With safety a key priority to Access World, the organisation implemented various policies to mitigate its impact on operations.
“Safety is vital to us,” adds Boo Koh. “We fully comply with the local government regulations and there are also internal policies in places for Work From Home, workplace sanitisation, social distancing and temperature monitoring.”
Looking ahead, Boo Koh is clear about the next step for operations at his division of Access World. “We want to further expand our scope of services so that we can provide a full end-to-end supply chain service for our clients,” he explains. “At the same time, we are also diversifying into other products like EV materials, ferro alloys and project cargo.”

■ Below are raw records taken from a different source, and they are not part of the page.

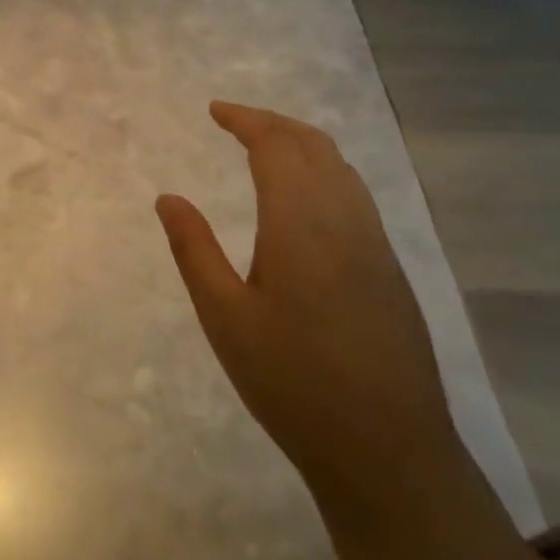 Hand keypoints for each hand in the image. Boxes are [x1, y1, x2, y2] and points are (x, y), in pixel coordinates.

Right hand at [155, 102, 458, 502]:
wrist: (386, 449)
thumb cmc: (291, 382)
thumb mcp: (225, 317)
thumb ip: (194, 249)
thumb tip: (169, 198)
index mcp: (301, 224)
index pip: (276, 147)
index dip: (246, 120)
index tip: (215, 110)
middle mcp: (346, 220)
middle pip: (314, 146)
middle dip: (274, 123)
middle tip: (235, 120)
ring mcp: (376, 244)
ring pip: (342, 168)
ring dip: (303, 144)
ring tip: (266, 147)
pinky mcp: (390, 269)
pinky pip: (356, 195)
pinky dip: (325, 172)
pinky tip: (306, 197) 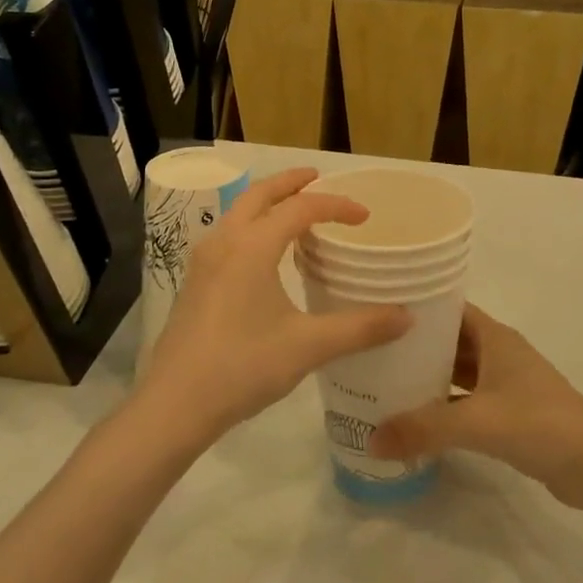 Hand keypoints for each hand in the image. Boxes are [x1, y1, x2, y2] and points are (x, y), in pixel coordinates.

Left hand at [139, 168, 410, 444]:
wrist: (175, 404)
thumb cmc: (243, 366)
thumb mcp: (308, 346)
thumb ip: (360, 328)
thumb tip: (407, 316)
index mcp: (252, 246)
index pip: (300, 208)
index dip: (336, 206)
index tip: (364, 216)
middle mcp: (225, 241)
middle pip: (259, 194)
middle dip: (291, 182)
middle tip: (318, 178)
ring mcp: (203, 261)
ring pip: (238, 213)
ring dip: (267, 202)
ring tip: (294, 211)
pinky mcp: (195, 282)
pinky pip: (228, 235)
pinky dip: (251, 225)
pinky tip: (264, 254)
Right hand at [369, 305, 582, 506]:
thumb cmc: (538, 424)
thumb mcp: (476, 423)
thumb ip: (422, 429)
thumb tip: (370, 440)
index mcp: (495, 337)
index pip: (450, 309)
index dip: (419, 308)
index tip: (381, 312)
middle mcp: (501, 352)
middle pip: (452, 340)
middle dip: (418, 346)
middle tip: (375, 352)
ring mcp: (509, 383)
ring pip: (461, 371)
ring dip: (432, 376)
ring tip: (388, 382)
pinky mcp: (513, 411)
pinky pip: (470, 398)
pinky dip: (447, 404)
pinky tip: (421, 417) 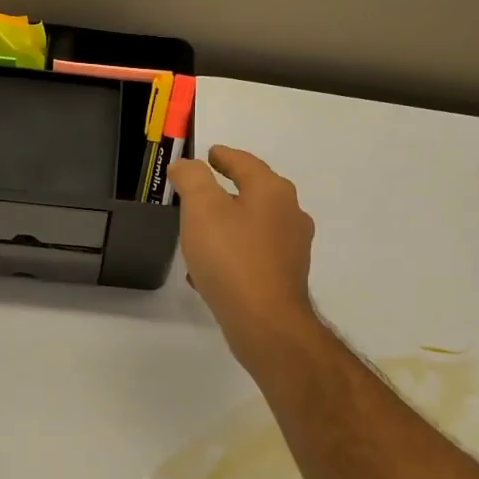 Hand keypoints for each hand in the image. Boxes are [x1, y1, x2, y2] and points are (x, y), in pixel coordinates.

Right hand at [169, 146, 320, 371]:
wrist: (265, 323)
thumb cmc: (232, 258)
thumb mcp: (202, 209)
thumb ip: (193, 179)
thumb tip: (187, 165)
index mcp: (272, 191)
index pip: (244, 162)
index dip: (223, 156)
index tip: (208, 155)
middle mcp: (289, 214)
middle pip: (253, 193)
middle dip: (225, 192)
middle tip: (198, 193)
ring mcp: (291, 248)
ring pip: (252, 227)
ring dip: (226, 227)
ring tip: (198, 235)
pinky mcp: (285, 277)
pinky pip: (252, 256)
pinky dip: (231, 255)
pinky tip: (207, 272)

Despite the global vaccination drive, Vermeulen believes that the challenge and disruption of COVID-19 in the supply chain will linger for the years to come.
“We’re still very much in unchartered waters,” he explains. “Being part of the essential services sector, we foresee that even in 2023 we need to continue to assist clients globally in finding alternative and new supply chain solutions. As a service provider, our focus is to understand the market situation, the clients’ needs and problems and offer them a flexible and reliable service. Logistics is hardly ever a smooth ride, and we need to cater for services and solutions for day-to-day challenges.”